AS ENVIIRONMENTAL RULES EVOLVE,, SO MUST DUE DIILIIGENCE

When Congress enacted the Comprehensive Environmental Response, Compensation and Liability Act (CERCLA) in 1980, it held that property owners and operators, along with those who participate in the property’s management, are liable for cleanup, even if they didn’t cause or even know about the contamination. Hence, environmental due diligence became a necessary reality for risk managers. In 1986, the “innocent landowner defense” was added to CERCLA, providing property owners with liability protection for pre-existing contamination as long as the owners performed pre-purchase environmental due diligence—and thus, the environmental site assessment industry was born.
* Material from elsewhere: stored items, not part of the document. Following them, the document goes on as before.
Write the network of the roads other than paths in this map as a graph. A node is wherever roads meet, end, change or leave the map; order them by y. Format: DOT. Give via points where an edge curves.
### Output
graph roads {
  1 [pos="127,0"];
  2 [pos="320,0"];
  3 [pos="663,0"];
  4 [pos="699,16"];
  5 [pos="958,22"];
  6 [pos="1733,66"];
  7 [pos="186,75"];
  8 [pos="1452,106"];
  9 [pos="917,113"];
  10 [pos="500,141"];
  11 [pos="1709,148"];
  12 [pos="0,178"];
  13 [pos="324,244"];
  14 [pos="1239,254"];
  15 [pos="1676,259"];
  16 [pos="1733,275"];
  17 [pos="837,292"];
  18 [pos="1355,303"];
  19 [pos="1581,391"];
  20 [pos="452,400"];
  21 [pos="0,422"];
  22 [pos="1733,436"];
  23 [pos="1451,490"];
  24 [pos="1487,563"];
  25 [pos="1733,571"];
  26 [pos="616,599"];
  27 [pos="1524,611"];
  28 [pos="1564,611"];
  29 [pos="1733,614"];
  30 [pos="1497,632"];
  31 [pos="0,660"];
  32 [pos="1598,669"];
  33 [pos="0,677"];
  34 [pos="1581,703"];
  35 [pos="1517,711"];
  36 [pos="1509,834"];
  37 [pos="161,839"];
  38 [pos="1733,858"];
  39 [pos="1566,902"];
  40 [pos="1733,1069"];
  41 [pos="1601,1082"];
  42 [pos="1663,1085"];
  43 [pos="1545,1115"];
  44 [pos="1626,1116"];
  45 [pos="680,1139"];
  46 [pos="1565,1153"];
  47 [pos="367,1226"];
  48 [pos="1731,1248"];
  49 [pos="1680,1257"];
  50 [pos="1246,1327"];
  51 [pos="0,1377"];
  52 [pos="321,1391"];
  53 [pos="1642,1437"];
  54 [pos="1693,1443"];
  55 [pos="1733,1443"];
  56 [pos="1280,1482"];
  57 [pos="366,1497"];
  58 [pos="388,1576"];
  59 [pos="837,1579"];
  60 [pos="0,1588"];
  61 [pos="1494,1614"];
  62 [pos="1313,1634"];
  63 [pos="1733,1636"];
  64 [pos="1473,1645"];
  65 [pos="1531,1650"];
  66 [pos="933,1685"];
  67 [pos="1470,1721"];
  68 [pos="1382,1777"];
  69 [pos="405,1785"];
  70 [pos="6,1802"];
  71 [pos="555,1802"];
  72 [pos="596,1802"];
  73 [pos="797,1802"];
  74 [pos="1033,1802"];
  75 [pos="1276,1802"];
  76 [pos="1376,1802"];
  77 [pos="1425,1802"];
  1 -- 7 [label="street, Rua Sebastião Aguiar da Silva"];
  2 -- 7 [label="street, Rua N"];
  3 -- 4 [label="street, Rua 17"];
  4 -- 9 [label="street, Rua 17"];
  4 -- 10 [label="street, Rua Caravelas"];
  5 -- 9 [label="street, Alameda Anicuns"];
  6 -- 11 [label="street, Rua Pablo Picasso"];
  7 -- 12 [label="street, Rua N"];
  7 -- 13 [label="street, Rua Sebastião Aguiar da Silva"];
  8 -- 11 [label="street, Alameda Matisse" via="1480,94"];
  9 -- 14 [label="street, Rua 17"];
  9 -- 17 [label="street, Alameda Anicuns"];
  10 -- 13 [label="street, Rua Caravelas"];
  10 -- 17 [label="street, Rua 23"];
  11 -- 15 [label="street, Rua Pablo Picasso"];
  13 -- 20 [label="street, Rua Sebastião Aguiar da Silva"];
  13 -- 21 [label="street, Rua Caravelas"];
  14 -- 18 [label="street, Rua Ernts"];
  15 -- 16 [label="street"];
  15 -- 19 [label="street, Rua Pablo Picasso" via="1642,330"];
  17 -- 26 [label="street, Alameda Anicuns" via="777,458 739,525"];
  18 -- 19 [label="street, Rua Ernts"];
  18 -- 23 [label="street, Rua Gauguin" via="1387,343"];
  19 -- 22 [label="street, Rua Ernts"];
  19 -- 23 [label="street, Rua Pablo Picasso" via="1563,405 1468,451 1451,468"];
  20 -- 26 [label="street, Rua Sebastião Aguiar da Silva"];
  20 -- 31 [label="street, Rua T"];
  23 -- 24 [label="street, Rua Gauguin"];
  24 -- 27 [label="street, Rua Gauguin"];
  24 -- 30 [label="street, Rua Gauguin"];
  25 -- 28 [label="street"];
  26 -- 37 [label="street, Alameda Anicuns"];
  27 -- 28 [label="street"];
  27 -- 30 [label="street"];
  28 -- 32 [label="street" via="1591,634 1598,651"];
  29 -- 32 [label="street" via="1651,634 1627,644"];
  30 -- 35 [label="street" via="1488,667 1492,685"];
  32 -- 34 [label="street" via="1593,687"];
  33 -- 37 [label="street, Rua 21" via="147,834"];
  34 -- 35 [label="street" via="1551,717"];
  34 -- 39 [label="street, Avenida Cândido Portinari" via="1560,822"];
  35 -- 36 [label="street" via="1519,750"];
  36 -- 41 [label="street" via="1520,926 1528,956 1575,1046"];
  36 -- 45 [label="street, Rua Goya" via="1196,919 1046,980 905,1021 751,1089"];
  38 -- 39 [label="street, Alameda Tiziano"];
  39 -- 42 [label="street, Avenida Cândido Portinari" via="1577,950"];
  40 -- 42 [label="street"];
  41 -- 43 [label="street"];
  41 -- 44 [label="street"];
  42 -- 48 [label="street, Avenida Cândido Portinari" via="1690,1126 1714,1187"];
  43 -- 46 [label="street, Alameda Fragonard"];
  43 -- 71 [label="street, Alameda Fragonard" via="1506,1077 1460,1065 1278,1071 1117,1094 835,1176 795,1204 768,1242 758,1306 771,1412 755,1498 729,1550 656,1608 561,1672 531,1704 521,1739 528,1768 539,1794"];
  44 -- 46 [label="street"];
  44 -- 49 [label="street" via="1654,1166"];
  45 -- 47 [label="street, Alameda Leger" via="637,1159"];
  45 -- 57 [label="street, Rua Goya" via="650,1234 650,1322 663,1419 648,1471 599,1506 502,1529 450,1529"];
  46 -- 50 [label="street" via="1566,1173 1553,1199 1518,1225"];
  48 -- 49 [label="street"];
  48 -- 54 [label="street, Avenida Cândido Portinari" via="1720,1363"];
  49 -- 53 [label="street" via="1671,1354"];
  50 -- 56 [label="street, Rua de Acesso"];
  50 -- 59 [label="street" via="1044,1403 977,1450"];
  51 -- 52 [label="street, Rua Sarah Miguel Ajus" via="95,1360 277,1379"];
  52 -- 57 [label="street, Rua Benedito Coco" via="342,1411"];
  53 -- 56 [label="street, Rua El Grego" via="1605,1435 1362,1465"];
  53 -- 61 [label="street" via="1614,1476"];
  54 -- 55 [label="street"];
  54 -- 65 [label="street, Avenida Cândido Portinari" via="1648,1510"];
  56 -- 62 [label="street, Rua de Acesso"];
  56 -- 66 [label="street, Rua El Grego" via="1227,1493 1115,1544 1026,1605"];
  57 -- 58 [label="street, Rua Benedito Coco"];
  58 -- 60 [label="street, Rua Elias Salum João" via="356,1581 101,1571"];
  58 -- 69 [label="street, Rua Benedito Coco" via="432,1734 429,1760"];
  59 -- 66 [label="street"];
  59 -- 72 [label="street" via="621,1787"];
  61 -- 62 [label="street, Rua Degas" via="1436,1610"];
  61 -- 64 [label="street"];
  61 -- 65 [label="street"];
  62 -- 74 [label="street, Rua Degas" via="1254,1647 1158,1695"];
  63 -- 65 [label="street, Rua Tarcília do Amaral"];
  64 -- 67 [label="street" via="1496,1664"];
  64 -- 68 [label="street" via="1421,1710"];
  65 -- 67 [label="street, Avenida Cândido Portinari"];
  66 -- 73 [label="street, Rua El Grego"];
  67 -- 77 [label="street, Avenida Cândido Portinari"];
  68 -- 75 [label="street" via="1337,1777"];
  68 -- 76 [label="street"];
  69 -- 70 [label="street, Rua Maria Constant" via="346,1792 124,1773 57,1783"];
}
Fortunately, CERCLA’s secured creditor exemptions provide lenders with liability protection. Borrowers, however, have no such guarantees. Under CERCLA, liability protection is afforded only if the owner performs “all appropriate inquiries” (AAI) on the property prior to taking title. As it was written, however, CERCLA failed to define exactly what AAI must entail, leading to great confusion in the marketplace. ASTM International, a standards-setting organization, came to the rescue. In 1993, the organization developed an environmental site assessment guideline, ASTM Standard Practice E 1527 for Phase I Environmental Site Assessments, which became the standard (it underwent subsequent revisions) accepted by the industry and the courts as sufficient protocol to satisfy CERCLA’s innocent landowner requirements. With environmental
liability potentially reaching hundreds of thousands of dollars—and sometimes even more— ASTM E 1527-compliant Phase I environmental site assessments and other environmental screening tools became a part of most banks’ environmental practices. By requiring a ‘clean’ Phase I, lenders receive some assurance that an unforeseen environmental problem—and any resulting remediation costs—will not compromise a borrower’s ability to pay back principal and interest, hamper his ability to comply with the repayment schedule, or cause him to default on the loan.